“Where’s Angelos? Doesn’t he help you to do that?”
“Oh, sure. He’s done most of it, but he’s been doing other chores too, like repairing my goat pen, building me a new shed for baby goats.”
“Okay, I can spare you a few hours some time,” I said, thinking that I’d probably be a hindrance rather than a help, as I was a novice at anything rural.
“I did you another favour too, Bronte,” she said, her eyes flickering towards the olive tree where the dog was tied. He’d been so strangely quiet I’d forgotten to look at him. I turned quickly and saw a skinny, shivering mutt.
“What the hell’s that?”
Myrto roared with laughter. “You don’ recognise him?”
The dog had lost half its coat and a good year in age at least. He looked like a puppy with his fur sheared back to about an inch. The hair was trimmed around his face so the white patch looked more visible, as well as the white crest on top, which was shorter now but spiked up again. Perhaps the dog had a touch of cockatoo in his veins as well as everything else.
“You did all that?”
“He was sore on my eyes, all that bladdy vromiko fur and the stink. I give him another bath too. See how clean he looks now.”
“That was so kind, Myrto,” I said, touched by the gesture, though I couldn’t understand why she’d gone to all that trouble. “The cut’s very good. You should start a dog-grooming business.”
She guffawed, slapping her palms on her thighs. “I was taught to shear some sheep once in Aussieland – one of many jobs, Bronte. I was good with a big pair of special scissors. Now the dog gets a new home, no trouble. He’s even a bit handsome, if you like dogs.”
The dog was pleased with himself and jumped around when I went to feed him a few treats. I rubbed the fur on his head. No ticks, no smell. The white patch on his face and the crest were proper white and stood out, making him look more comical than ever and seeming to accentuate one brown eye over the other. The gash above his brow was starting to heal up nicely.
Myrto was watching me. “And in case the rehome people don’ turn up today, maybe you can take him over your house, eh? And give Myrto a nice rest from dog-sitting.”

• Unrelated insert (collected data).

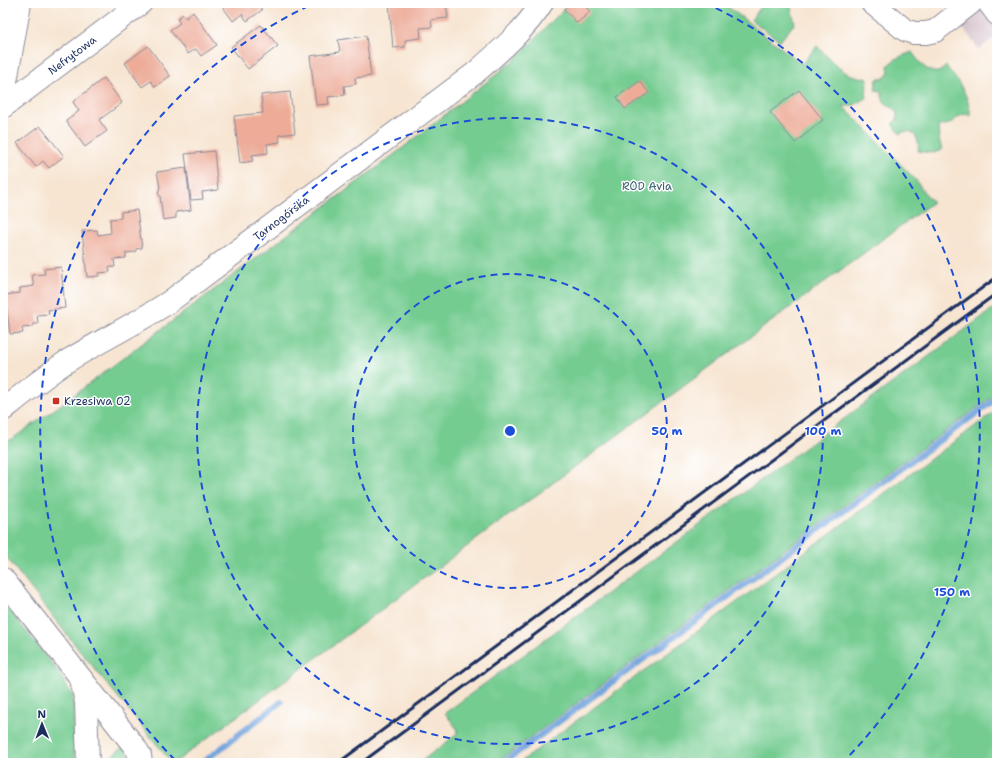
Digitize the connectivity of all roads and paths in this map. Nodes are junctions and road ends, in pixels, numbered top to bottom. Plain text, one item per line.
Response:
1 (20, 3) edge
2 (141, 3) edge
3 (542, 3) edge
4 (872, 3) edge
5 (971, 3) edge
6 (989, 3) edge
7 (997, 14) edge
8 (3, 98) edge
9 (3, 107) edge
10 (3, 410) edge
11 (3, 579) edge
12 (75, 670) junction
13 (88, 763) edge
14 (141, 763) edge

1 - 8 street
2 - 9 street, Nefrytowa
3 - 10 street, Tarnogórska
4 - 5 street
6 - 7 street
11 - 12 street
12 - 13 street
12 - 14 street

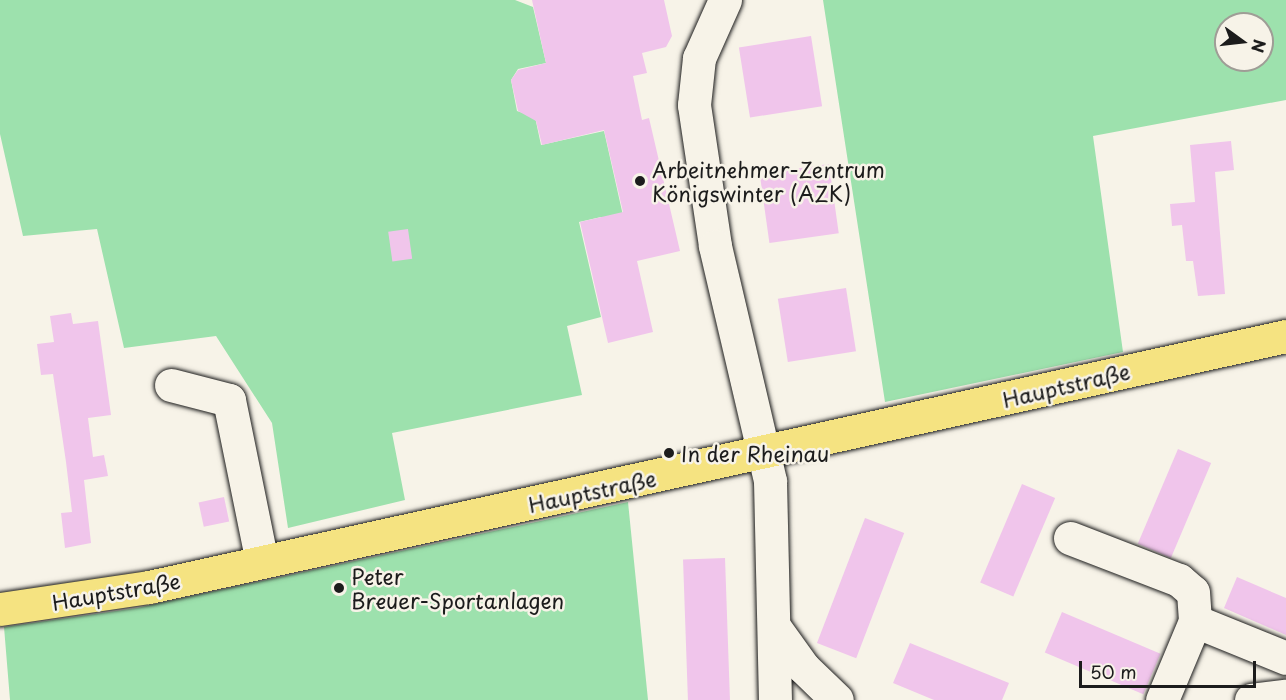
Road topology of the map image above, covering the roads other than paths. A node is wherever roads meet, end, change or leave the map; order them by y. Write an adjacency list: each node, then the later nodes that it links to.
1 (725, 0): 4 (street)
2 (1286, 336): 4 (main road, Hauptstraße)
3 (171, 385): 6 (street)
4 (764, 450): 6 (main road, Hauptstraße); 9 (street)
5 (1070, 538): 8 (street)
6 (262, 562): 7 (main road, Hauptstraße)
7 (0, 609)
8 (1195, 621): 10 (street); 14 (street)
9 (775, 628): 12 (street); 13 (street)
10 (1286, 658)
11 (1286, 696): 15 (street)
12 (775, 700)
13 (837, 700)
14 (1162, 700)
15 (1251, 700)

So, the shearing had been part of a strategy to make sure the dog was either picked up or moved to Villa Anemos until it was. I didn’t blame her, but it had an unintended consequence because when a young guy from Animal Angels finally arrived in a small white van in the late afternoon, I could hear all the refuge dogs inside yapping frantically, even from inside Villa Anemos. It was a mournful sound. Poor mutts! I managed to sprint out the door and round to Myrto’s just as the dog was being untied from the olive tree. That’s when I decided not to hand him over. I was keeping him.
Myrto slapped me on the shoulder as the van roared off. “I knew you do that. You are sucker for a cute critter. Okay, so now you’re taking the dog to Villa Anemos, yes?”
“Of course.”
She rubbed her hands together. It was a leathery crackle. As I led the dog out the front gate she shouted after me, “Chocolates all gone now, Bronte!”
“Already? Okay, I’ll get you more.”
I could hear her as I got to the road, talking loudly to the donkey, chastising him over something, filling his metal tin with water. I knew even if I’d not been able to take the dog, Myrto probably would have. Underneath the flinty carapace she was softer than the pack of chocolates she’d just devoured – and still weeks of Lent to go!
Angus raved for a while when I turned up with the dog.
“You can’t keep that clarty thing here,” he moaned. “Leonidas will go mad, unless, that is, you have the poor man wrapped round your pinkie now and he does all your bidding.”
“No, he won’t and no I don’t,” I said, in a snippy tone. But my mind was made up.
Angus frowned and gave the dog a visual inspection.
“The vet’s given him all his shots and he’s not clarty now. Myrto washed and trimmed him,” I said.
“Myrto?”
I nodded.
“Well, well. Who knew she had so many gifts? I suppose the dog’s not bad for a rural jakey,” Angus said, using the Scottish word for a down-and-out. Angus took delight in using his old Scottish expressions, as Scots do when they’re living overseas, as an emotional link back to the homeland. He tweaked the dog’s cockatoo crest into a funny point, which was to become a regular occurrence.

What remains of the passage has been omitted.